(Provided data begins)

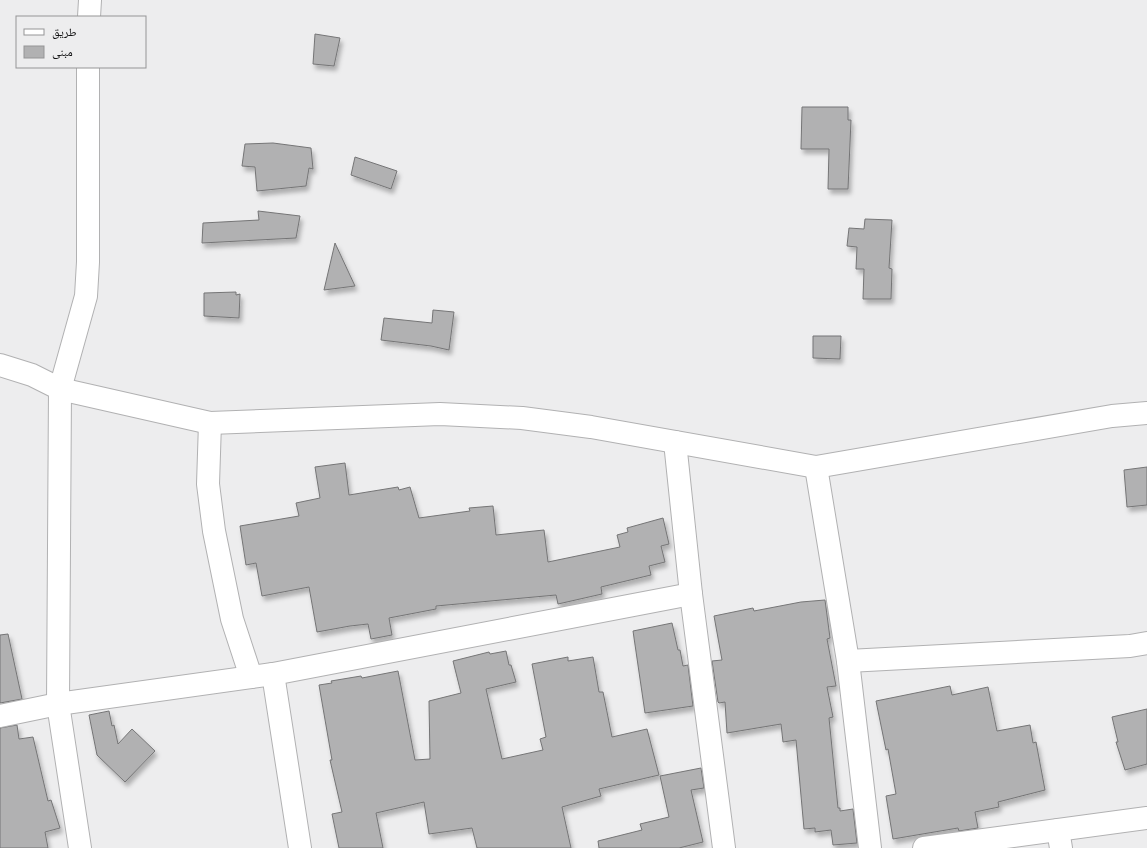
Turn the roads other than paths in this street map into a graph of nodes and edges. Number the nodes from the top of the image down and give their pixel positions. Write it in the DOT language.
graph roads {
  1 [pos="90,0"];
  2 [pos="89,16"];
  3 [pos="88,68"];
  4 [pos="0,365"];
  5 [pos="60,389"];
  6 [pos="1147,413"];
  7 [pos="210,423"];
  8 [pos="675,442"];
  9 [pos="816,467"];
  10 [pos="691,594"];
  11 [pos="1147,644"];
  12 [pos="848,661"];
  13 [pos="273,674"];
  14 [pos="251,677"];
  15 [pos="58,704"];
  16 [pos="0,716"];
  17 [pos="1147,818"];
  18 [pos="1059,839"];
  19 [pos="80,848"];
  20 [pos="300,848"];
  21 [pos="724,848"];
  22 [pos="870,848"];
  23 [pos="924,848"];
  1 -- 2 [label="street"];
  3 -- 5 [label="street"];
  4 -- 5 [label="street"];
  5 -- 7 [label="street"];
  5 -- 15 [label="street"];
  6 -- 9 [label="street"];
  7 -- 8 [label="street"];
  7 -- 14 [label="street"];
  8 -- 9 [label="street"];
  8 -- 10 [label="street"];
  9 -- 12 [label="street"];
  10 -- 13 [label="street"];
  10 -- 21 [label="street"];
  11 -- 12 [label="street"];
  12 -- 22 [label="street"];
  13 -- 14 [label="street"];
  13 -- 20 [label="street"];
  14 -- 15 [label="street"];
  15 -- 16 [label="street"];
  15 -- 19 [label="street"];
  17 -- 18 [label="street"];
  18 -- 23 [label="street"];
}
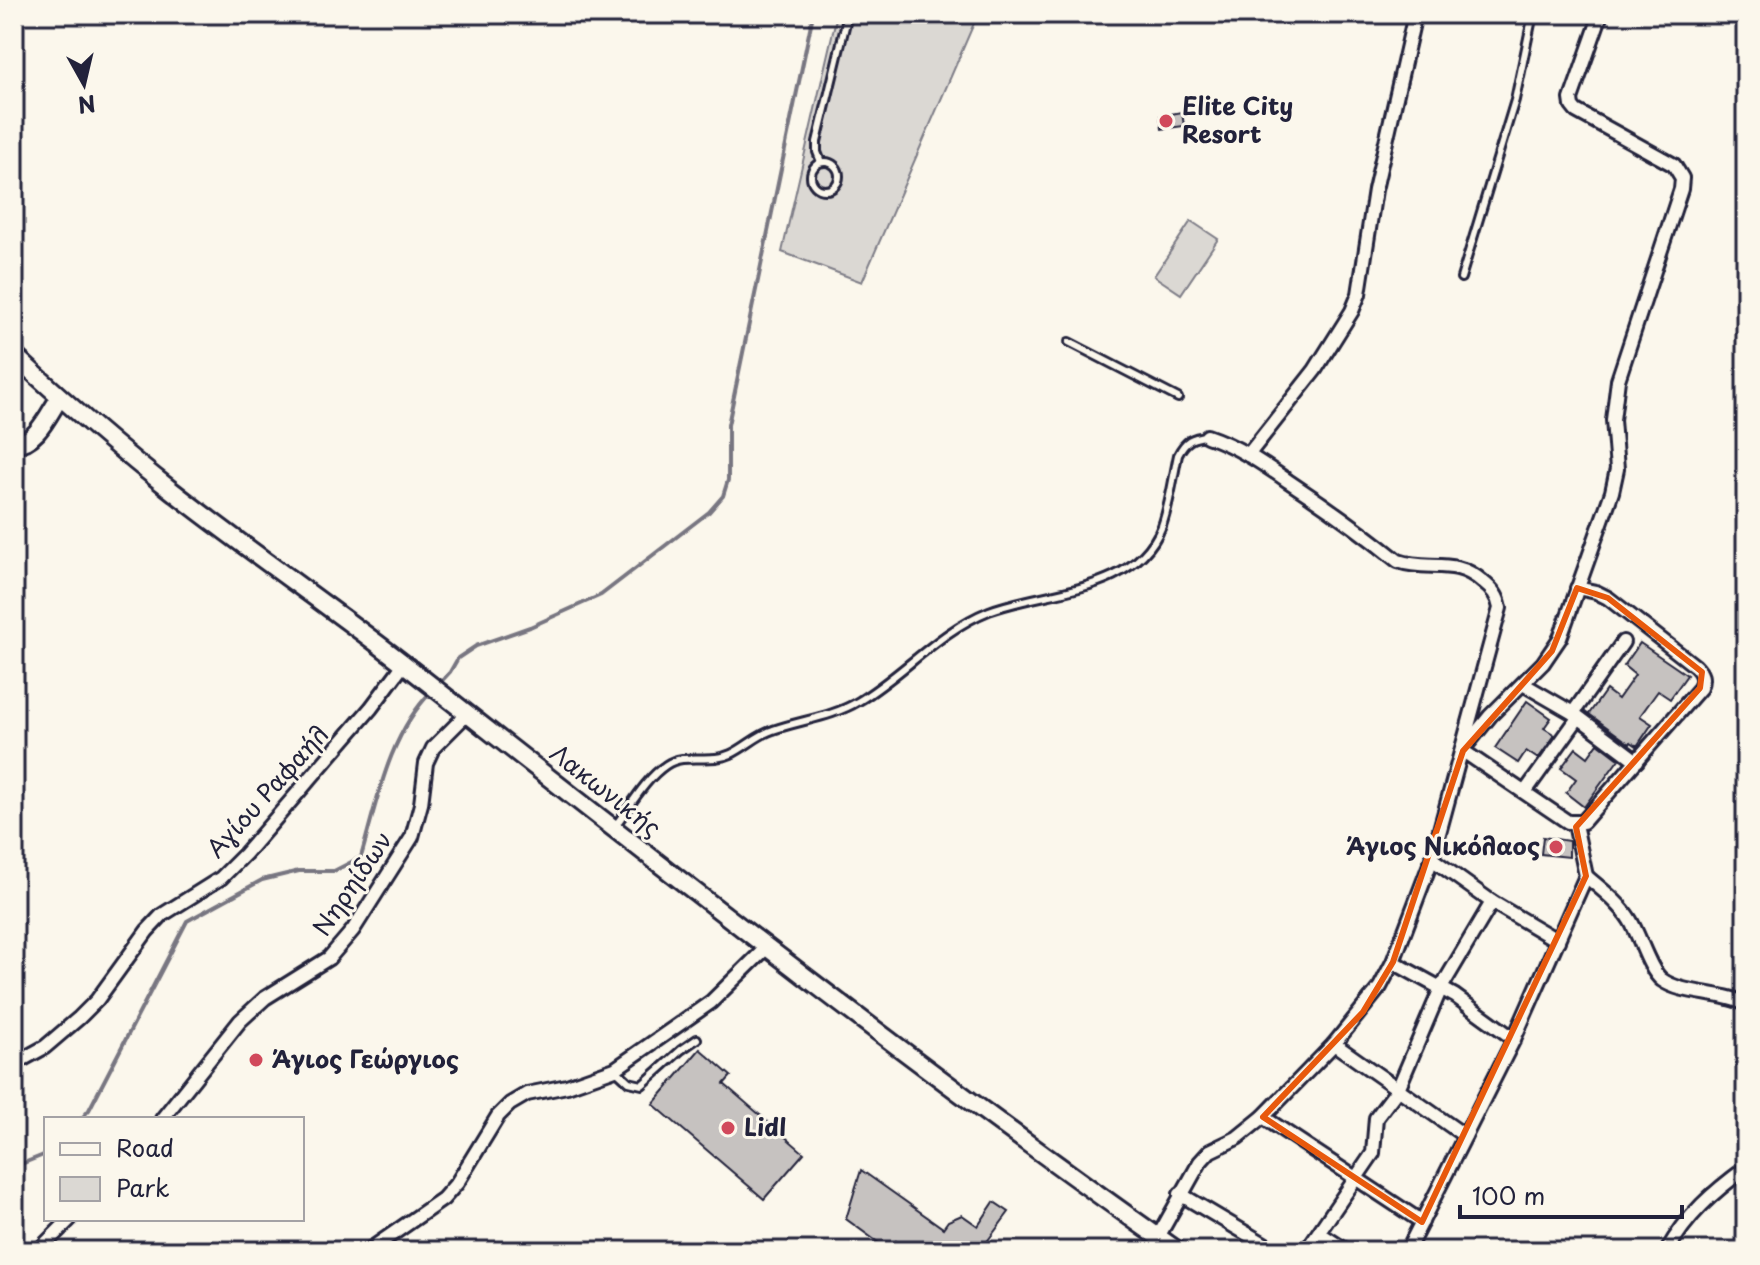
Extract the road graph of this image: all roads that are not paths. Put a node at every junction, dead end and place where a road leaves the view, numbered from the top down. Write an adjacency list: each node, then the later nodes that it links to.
1 (848, 14): 5 (lane)
2 (1415, 14): 13 (street)
3 (1533, 14): 6 (lane)
4 (1601, 14): 14 (street)
5 (821, 162): 5 (lane)
6 (1461, 278)
7 (1069, 342): 10 (lane)
8 (14, 355): 9 (main road, Λακωνικής)
9 (60, 397): 12 (main road); 16 (main road, Λακωνικής)
10 (1178, 398)
11 (1207, 436): 13 (street); 24 (lane)
12 (14, 443)
13 (1248, 455): 20 (street)
14 (1577, 588): 17 (street); 21 (street)
15 (1623, 642): 19 (street)
16 (404, 664): 18 (main road, Λακωνικής); 36 (street, Αγίου Ραφαήλ)
17 (1523, 684): 19 (street); 20 (street)
18 (465, 712): 24 (main road, Λακωνικής); 39 (street, Νηρηίδων)
19 (1576, 716): 21 (street); 22 (street)
20 (1463, 751): 22 (street); 25 (street)
21 (1637, 761): 23 (street)
22 (1525, 792): 23 (street)
23 (1575, 824): 26 (street)
24 (613, 828): 29 (main road, Λακωνικής)
25 (1432, 859): 27 (street); 30 (street)
26 (1586, 876): 28 (street); 32 (street)
27 (1492, 902): 28 (street); 31 (street)
28 (1558, 941): 34 (street)
29 (766, 948): 37 (street); 48 (main road, Λακωνικής)
30 (1393, 962): 31 (street); 35 (street)
31 (1441, 988): 34 (street); 38 (street)
32 (1746, 1004)
33 (697, 1039): 37 (lane)
34 (1514, 1039): 41 (street)
35 (1334, 1044): 38 (street); 40 (street)
36 (14, 1064)
37 (615, 1069): 51 (street)
38 (1398, 1089): 41 (street); 43 (street)
39 (164, 1117)
40 (1263, 1117): 43 (street); 44 (street)
41 (1465, 1136): 46 (street)
42 (1746, 1168): 56 (street)
43 (1358, 1178): 46 (street); 47 (street)
44 (1180, 1194): 48 (street); 52 (street)
45 (68, 1221): 50 (street)
46 (1422, 1222): 55 (street)
47 (1319, 1233): 53 (street); 54 (street)
48 (1158, 1237): 49 (main road, Λακωνικής)
49 (1175, 1250)
50 (38, 1251)
51 (368, 1251)
52 (1276, 1251)
53 (1306, 1251)
54 (1347, 1251)
55 (1407, 1251)
56 (1667, 1251)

(Provided data ends)

__Task objective__: How many of the lines above include "paths"? Only the number should be given.

__Task result__: 2